Terminator: Genisys faces an uphill battle to get a sequel after a horrible opening weekend left it with a long slog to hit $100 million domestically. Which is a shame for all the interesting things the story did for the franchise. Judging by the sub-30% score on Rotten Tomatoes, Jimmy Impossible and I may be the only people who enjoyed this movie so we’ll never know how these X questions will be resolved. Jump after the break to see what we’re left wondering.
SPOILER WARNING: THE REST OF THIS POST CONTAINS SPOILERS FOR TERMINATOR: GENISYS.
- Who sent Pops? The timeline presented in Genisys is a drastic change from the last four Terminator movies in that by 1984 Sarah Connor is already part of the war. Kyle Reese is sent back expecting a clueless waitress just like the first film, but instead he finds a battle hardened warrior who’s working with her own personal T-800, Pops, and setting traps for T-1000s and generally kicking ass. It is suggested that the timeline altered when Skynet infected John Connor while Reese was in the time bubble and that’s certainly important. But the timeline we’re shown is more shifted from when a T-1000 was sent to murder Sarah Connor and instead took out her parents back in the 70s. We know Skynet took out all the humans with John at the time machine so Skynet has access to it again–that could easily explain the Sarah mission. But then who sent the T-800 to her?
- How did the original 1997 Judgment Day occur? Yes, this is some time travel wonkiness, but we know from the first two movies that Judgment Day was supposed to take place in 1997. T2 showed that the original Terminator helped that along–the arm and processor from the original T-800 inspired the work that led to 1997 Skynet in T2. Which leaves us wondering how the original 1997 could have taken place before time travel was created? Or was it a causal loop–that Skynet always sent back the seed of its creation just like John always sent back his father? That happens with time travel, but we still don’t know for sure.

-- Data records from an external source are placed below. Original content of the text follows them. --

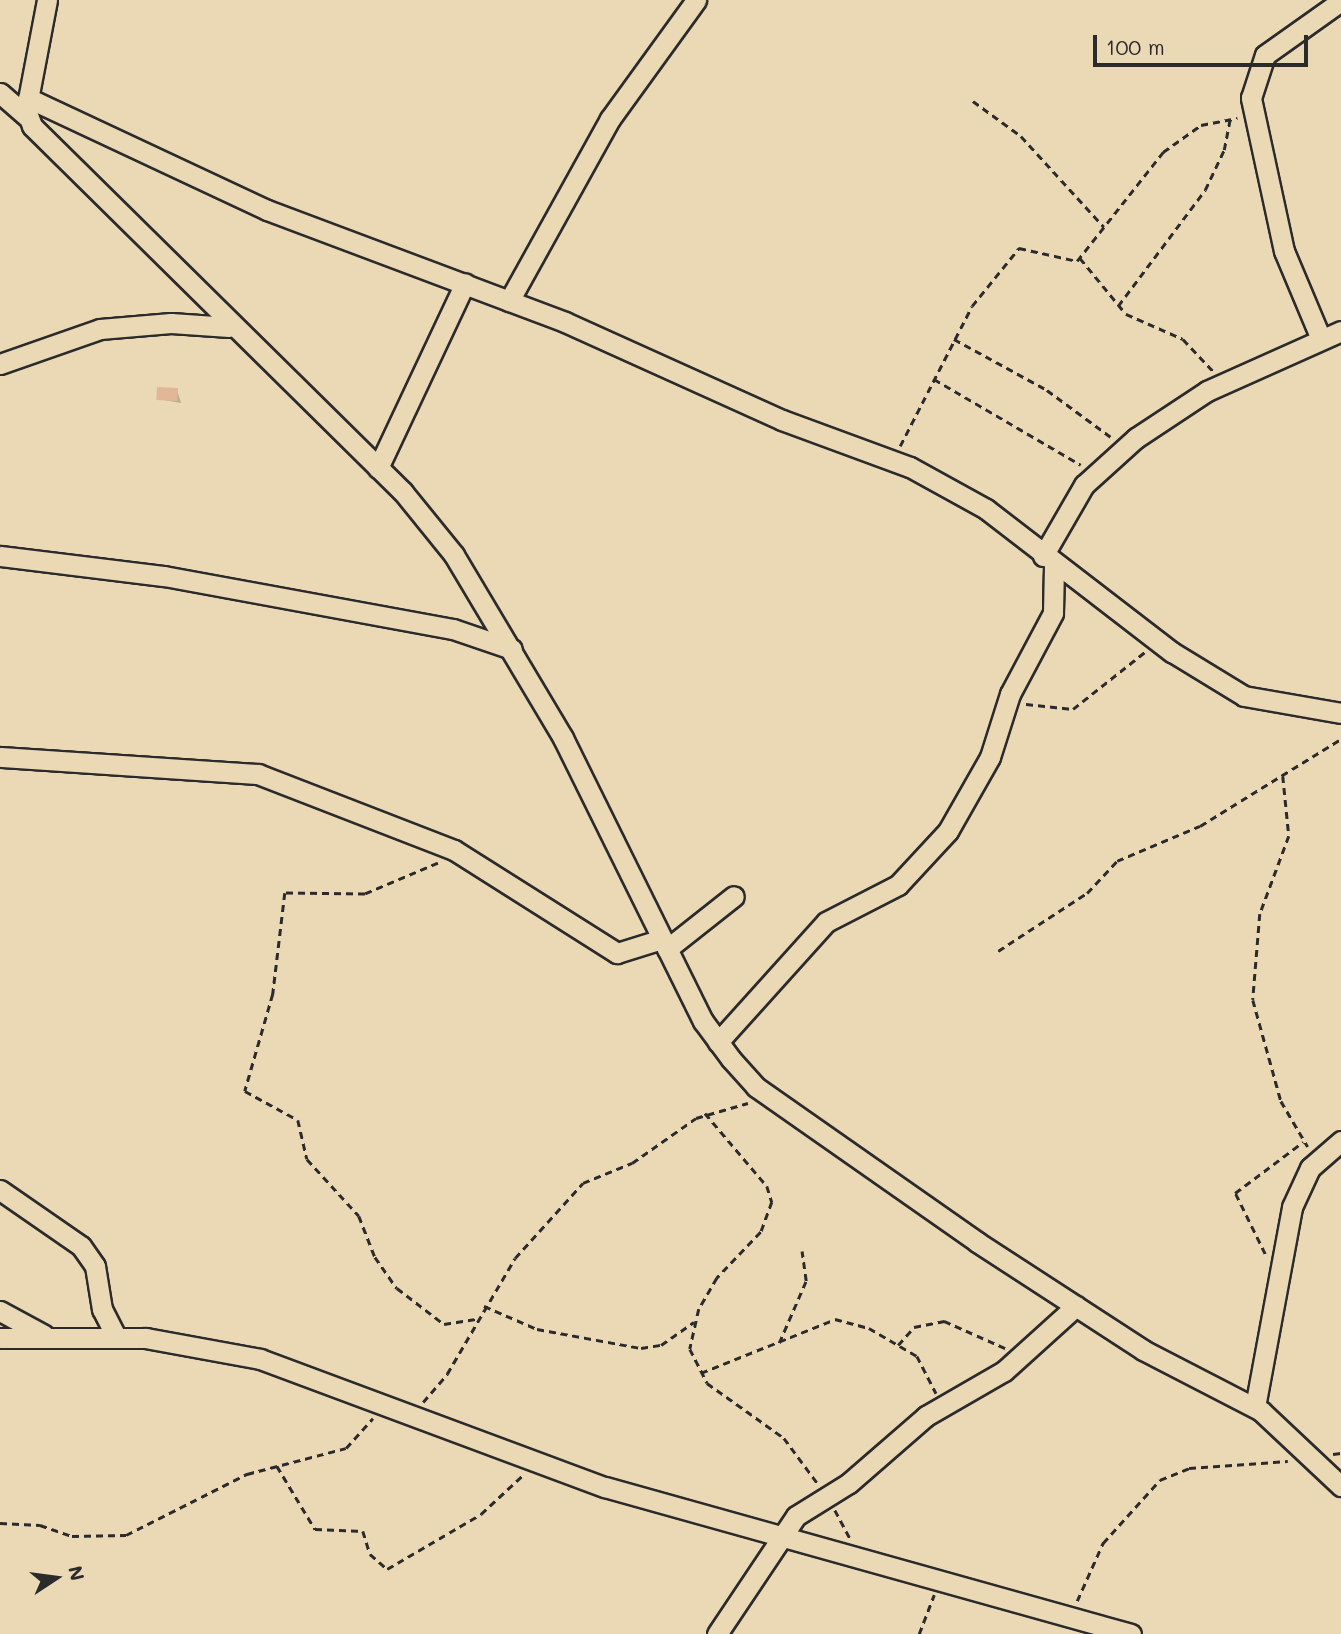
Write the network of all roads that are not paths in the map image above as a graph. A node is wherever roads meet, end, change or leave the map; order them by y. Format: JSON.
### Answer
{"nodes":[{"id":1,"x":47,"y":0,"type":"edge"},
{"id":2,"x":696,"y":0,"type":"edge"},
{"id":3,"x":1341,"y":1,"type":"edge"},
{"id":4,"x":0,"y":93,"type":"edge"},
{"id":5,"x":27,"y":107,"type":"junction"},
{"id":6,"x":465,"y":283,"type":"junction"},
{"id":7,"x":509,"y":301,"type":"junction"},
{"id":8,"x":229,"y":327,"type":"junction"},
{"id":9,"x":1341,"y":331,"type":"edge"},
{"id":10,"x":1321,"y":339,"type":"junction"},
{"id":11,"x":0,"y":364,"type":"edge"},
{"id":12,"x":378,"y":468,"type":"junction"},
{"id":13,"x":0,"y":556,"type":"edge"},
{"id":14,"x":1049,"y":560,"type":"junction"},
{"id":15,"x":512,"y":649,"type":"junction"},
{"id":16,"x":1341,"y":713,"type":"edge"},
{"id":17,"x":0,"y":757,"type":"edge"},
{"id":18,"x":734,"y":896,"type":"dead end"},
{"id":19,"x":664,"y":944,"type":"junction"},
{"id":20,"x":718,"y":1042,"type":"junction"},
{"id":21,"x":1341,"y":1141,"type":"edge"},
{"id":22,"x":0,"y":1190,"type":"edge"},
{"id":23,"x":1076,"y":1306,"type":"junction"},
{"id":24,"x":0,"y":1311,"type":"edge"},
{"id":25,"x":44,"y":1335,"type":"junction"},
{"id":26,"x":116,"y":1336,"type":"junction"},
{"id":27,"x":0,"y":1338,"type":"edge"},
{"id":28,"x":1255,"y":1407,"type":"junction"},
{"id":29,"x":1341,"y":1486,"type":"edge"},
{"id":30,"x":777,"y":1536,"type":"junction"},
{"id":31,"x":718,"y":1634,"type":"edge"},
{"id":32,"x":1131,"y":1634,"type":"edge"}],
"edges":[{"from":1,"to":5,"type":"street"},
{"from":2,"to":7,"type":"street"},
{"from":3,"to":10,"type":"street"},
{"from":4,"to":5,"type":"street"},
{"from":5,"to":6,"type":"street"},
{"from":5,"to":8,"type":"street"},
{"from":6,"to":7,"type":"street"},
{"from":6,"to":12,"type":"street"},
{"from":7,"to":14,"type":"street"},
{"from":8,"to":11,"type":"street"},
{"from":8,"to":12,"type":"street"},
{"from":9,"to":10,"type":"street"},
{"from":10,"to":14,"type":"street"},
{"from":12,"to":15,"type":"street"},
{"from":13,"to":15,"type":"street"},
{"from":14,"to":16,"type":"street"},
{"from":14,"to":20,"type":"street"},
{"from":15,"to":19,"type":"street"},
{"from":17,"to":19,"type":"street"},
{"from":18,"to":19,"type":"street"},
{"from":19,"to":20,"type":"street"},
{"from":20,"to":23,"type":"street"},
{"from":21,"to":28,"type":"street"},
{"from":22,"to":26,"type":"street"},
{"from":23,"to":28,"type":"street"},
{"from":23,"to":30,"type":"street"},
{"from":24,"to":25,"type":"street"},
{"from":25,"to":26,"type":"street"},
{"from":25,"to":27,"type":"street"},
{"from":26,"to":30,"type":"street"},
{"from":28,"to":29,"type":"street"},
{"from":30,"to":31,"type":"street"},
{"from":30,"to":32,"type":"street"}]}
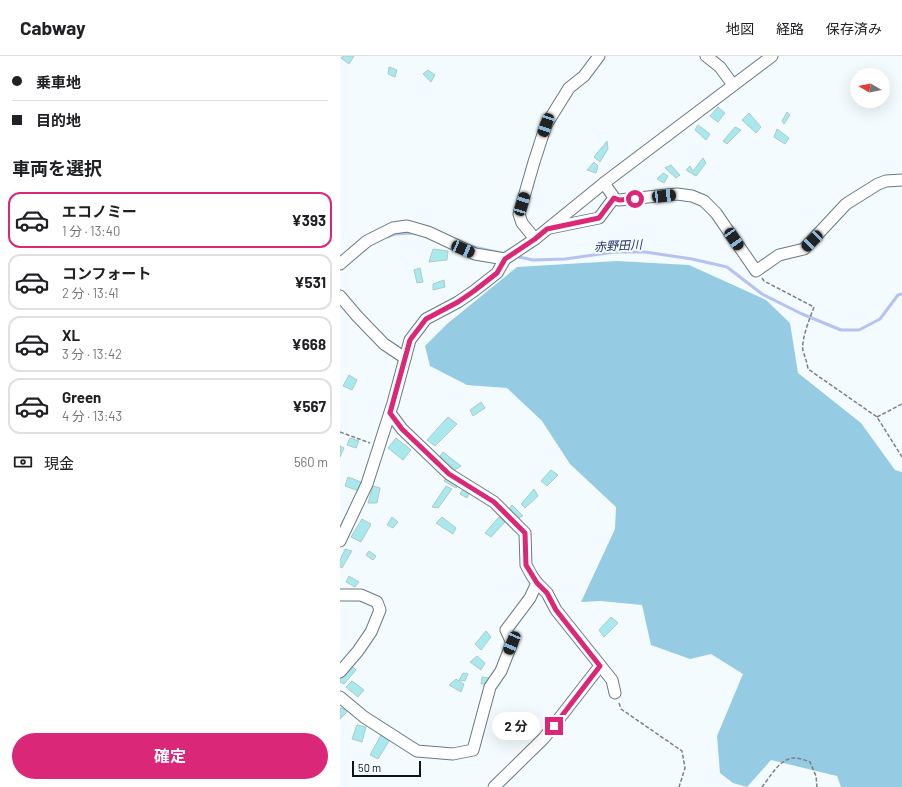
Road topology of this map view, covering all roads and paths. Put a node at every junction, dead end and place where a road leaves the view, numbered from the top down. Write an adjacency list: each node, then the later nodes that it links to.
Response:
1 (599, 56): 9 (street)
2 (706, 56): 4 (street)
3 (772, 56): 4 (street)
4 (733, 85): 6 (street)
5 (902, 180): 12 (street)
6 (604, 183): 7 (street); 8 (street)
7 (614, 198): 8 (street); 12 (street)
8 (547, 229): 9 (street)
9 (535, 239): 10 (street)
10 (505, 259): 11 (street); 14 (street)
11 (340, 264)
12 (756, 271): 17 (path)
13 (340, 296): 14 (street)
14 (405, 358): 16 (street)
15 (902, 404): 17 (path)
16 (390, 413): 19 (street); 22 (street)
17 (877, 417): 20 (path)
18 (340, 432): 19 (path)
19 (380, 446): 21 (street)
20 (902, 457)
21 (340, 541)
22 (537, 583): 24 (street); 27 (street)
23 (340, 595): 25 (street)
24 (600, 666): 26 (street); 28 (street)
25 (340, 672)
26 (615, 693): 29 (path)
27 (340, 697)
28 (494, 787)
29 (679, 787)
30 (762, 787): 31 (path)
31 (817, 787)

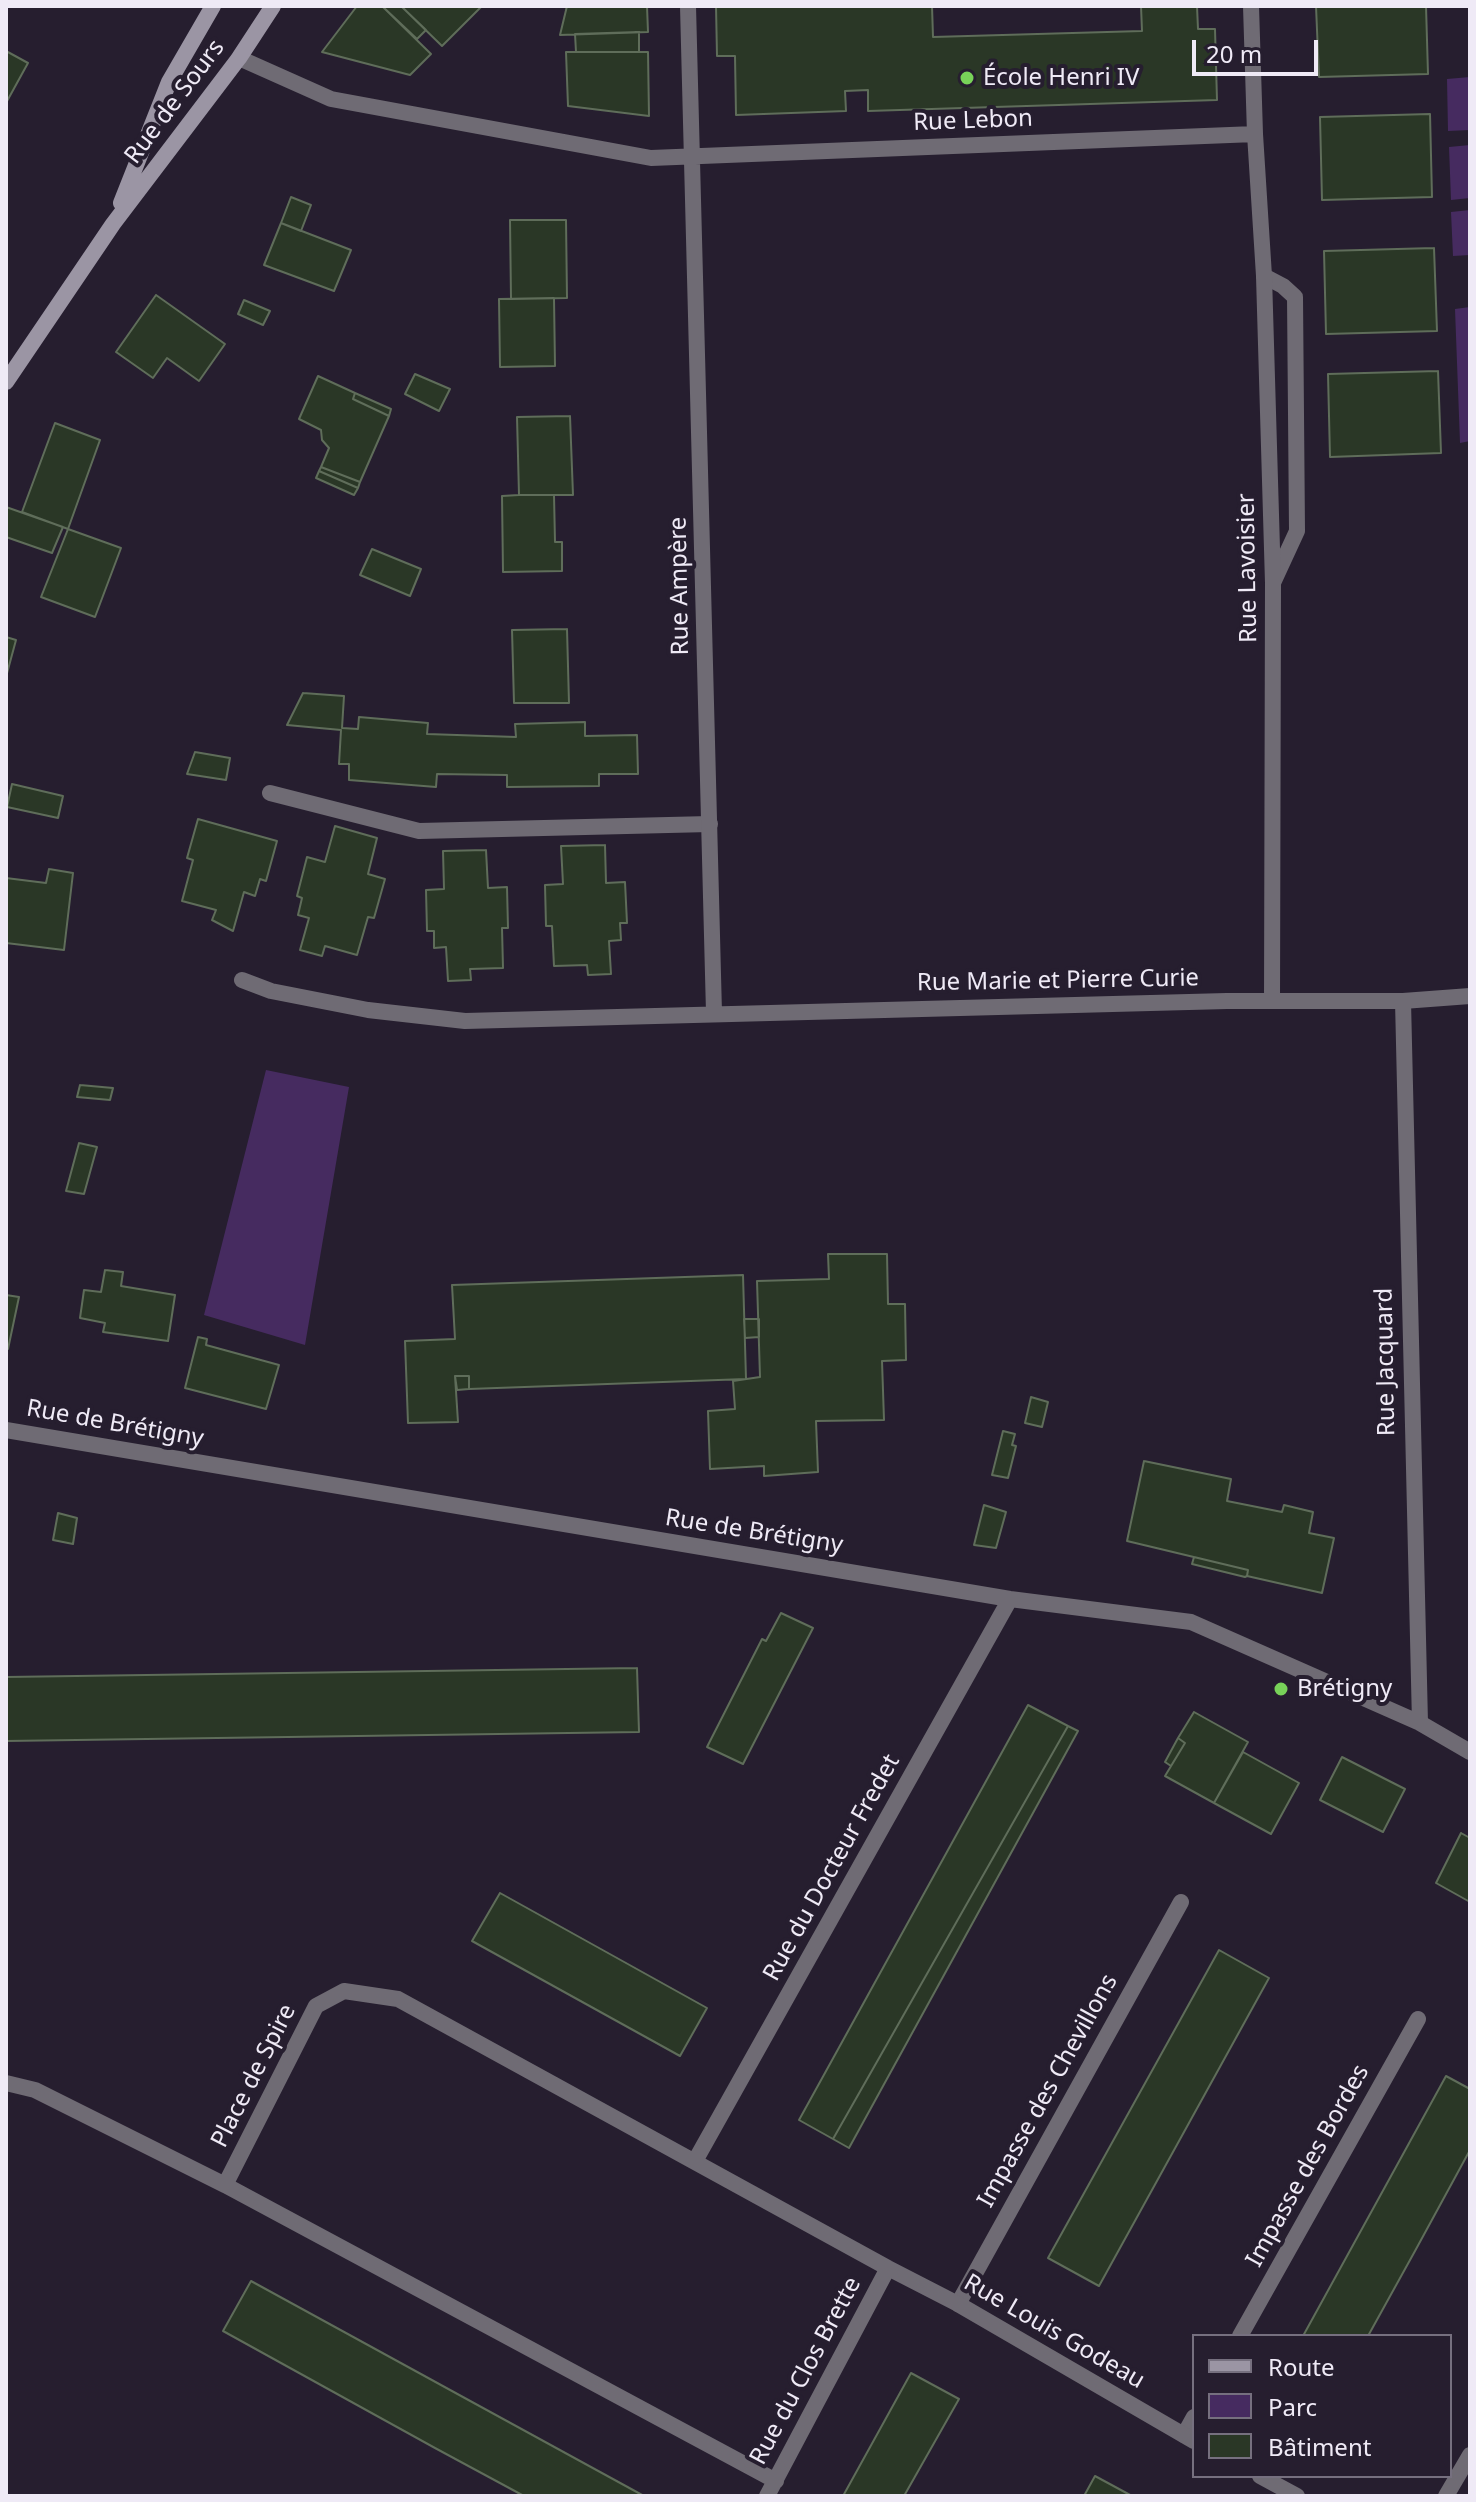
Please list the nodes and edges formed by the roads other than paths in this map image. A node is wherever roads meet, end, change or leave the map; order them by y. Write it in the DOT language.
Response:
graph roads {
  1 [pos="213,6"];
  2 [pos="273,6"];
  3 [pos="688,6"];
  4 [pos="1251,6"];
  5 [pos="239,58"];
  6 [pos="1255,134"];
  7 [pos="693,158"];
  8 [pos="113,224"];
  9 [pos="1264,276"];
  10 [pos="6,382"];
  11 [pos="1273,583"];
  12 [pos="270,793"];
  13 [pos="710,824"];
  14 [pos="242,980"];
  15 [pos="1470,996"];
  16 [pos="1272,1001"];
  17 [pos="1403,1001"];
  18 [pos="714,1013"];
  19 [pos="6,1430"];
  20 [pos="1010,1599"];
  21 [pos="1420,1723"];
  22 [pos="1470,1752"];
  23 [pos="1181,1902"];
  24 [pos="1418,2019"];
  25 [pos="6,2083"];
  26 [pos="695,2161"];
  27 [pos="225,2185"];
  28 [pos="888,2268"];
  29 [pos="958,2304"];
  30 [pos="1241,2334"];
  31 [pos="1189,2438"];
  32 [pos="1470,2455"];
  33 [pos="1264,2478"];
  34 [pos="772,2488"];
  35 [pos="1297,2496"];
  36 [pos="1446,2496"];
  1 -- 8 [label="main road, Rue de Sours"];
  2 -- 5 [label="main road, Rue de Sours"];
  3 -- 7 [label="street, Rue Ampère"];
  4 -- 6 [label="street, Rue Lavoisier"];
  5 -- 7 [label="street, Rue Lebon"];
  5 -- 8 [label="main road, Rue de Sours"];
  6 -- 7 [label="street, Rue Lebon"];
  6 -- 9 [label="street, Rue Lavoisier"];
  7 -- 13 [label="street, Rue Ampère"];
  8 -- 10 [label="main road, Rue de Sours"];
  9 -- 11 [label="street, Rue Lavoisier"];
  9 -- 11 [label="street"];
  11 -- 16 [label="street, Rue Lavoisier"];
  12 -- 13 [label="street"];
  13 -- 18 [label="street, Rue Ampère"];
  14 -- 18 [label="street, Rue Marie et Pierre Curie"];
  15 -- 17 [label="street, Rue Marie et Pierre Curie"];
  16 -- 17 [label="street, Rue Marie et Pierre Curie"];
  16 -- 18 [label="street, Rue Marie et Pierre Curie"];
  17 -- 21 [label="street, Rue Jacquard"];
  19 -- 20 [label="street, Rue de Brétigny"];
  20 -- 21 [label="street, Rue de Brétigny"];
  20 -- 26 [label="street, Rue du Docteur Fredet"];
  21 -- 22 [label="street, Rue de Brétigny"];
  23 -- 29 [label="street, Impasse des Chevillons"];
  24 -- 30 [label="street, Impasse des Bordes"];
  25 -- 27 [label="street"];
  26 -- 27 [label="street, Place de Spire"];
  26 -- 28 [label="street, Place de Spire"];
  27 -- 34 [label="street, Place de Spire"];
  28 -- 29 [label="street, Rue Louis Godeau"];
  28 -- 34 [label="street, Rue du Clos Brette"];
  29 -- 31 [label="street, Rue Louis Godeau"];
  32 -- 36 [label="street"];
  33 -- 35 [label="street"];
}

- What was Skynet really trying to do in 2017? It’s too simple to say it was bringing itself back into being. Because it was, sure, but it was doing so in an incredibly inefficient way. After all, according to Terminator 3 Skynet was being brought to life by an Internet virus. Obviously that timeline was prevented but since it worked in T3 it seems like the whole Genisys thing was a bit of overkill. The T-1000 that had already infiltrated the SFPD in Genisys’ 1984 already had the ability to reprogram machines (like the T-1000 in Terminator 3) so why didn’t Skynet/John just put out a virus instead of creating a large McGuffin of a server building to house the growing sentience? Was Skynet actually trying to create a better version of itself or change its past somehow?
- Why was Skynet/John trying to create a time machine in 2017? Leaving aside the oddity that an older T-800 can build something in 1984 that Skynet/John can’t in 2017, there’s still a bigger question of why Skynet even needs a time machine when it already went back in time.
- Is JK Simmons the smartest detective on the planet? How did he go from having an encounter with two people and some strange robots to them disappearing for decades to suddenly knowing they were time travellers? There’s about eleventy billion possible answers that make more sense than what he comes to (the movie correct answer), but how is he that smart?

I don’t think Judgement Day happened in 1997 in this new timeline. Similarly, Judgement Day never happened in 1997 in the Terminator 3 timeline because of what happened in T2. Instead Judgement Day happened in 2004.
Terminator: Salvation is set in 2018, so that could have still happened I guess if Judgement Day had happened in 2017. But it is supposed to be 14 years after Judgement Day, following the T3 timeline, and I would guess these events were wiped out in the new timeline as well.
I think this was a smart attempt at a reboot that uses the previous series as a springboard, but setting itself apart for future sequels we may never see. It reminds me of the new Star Trek films that way.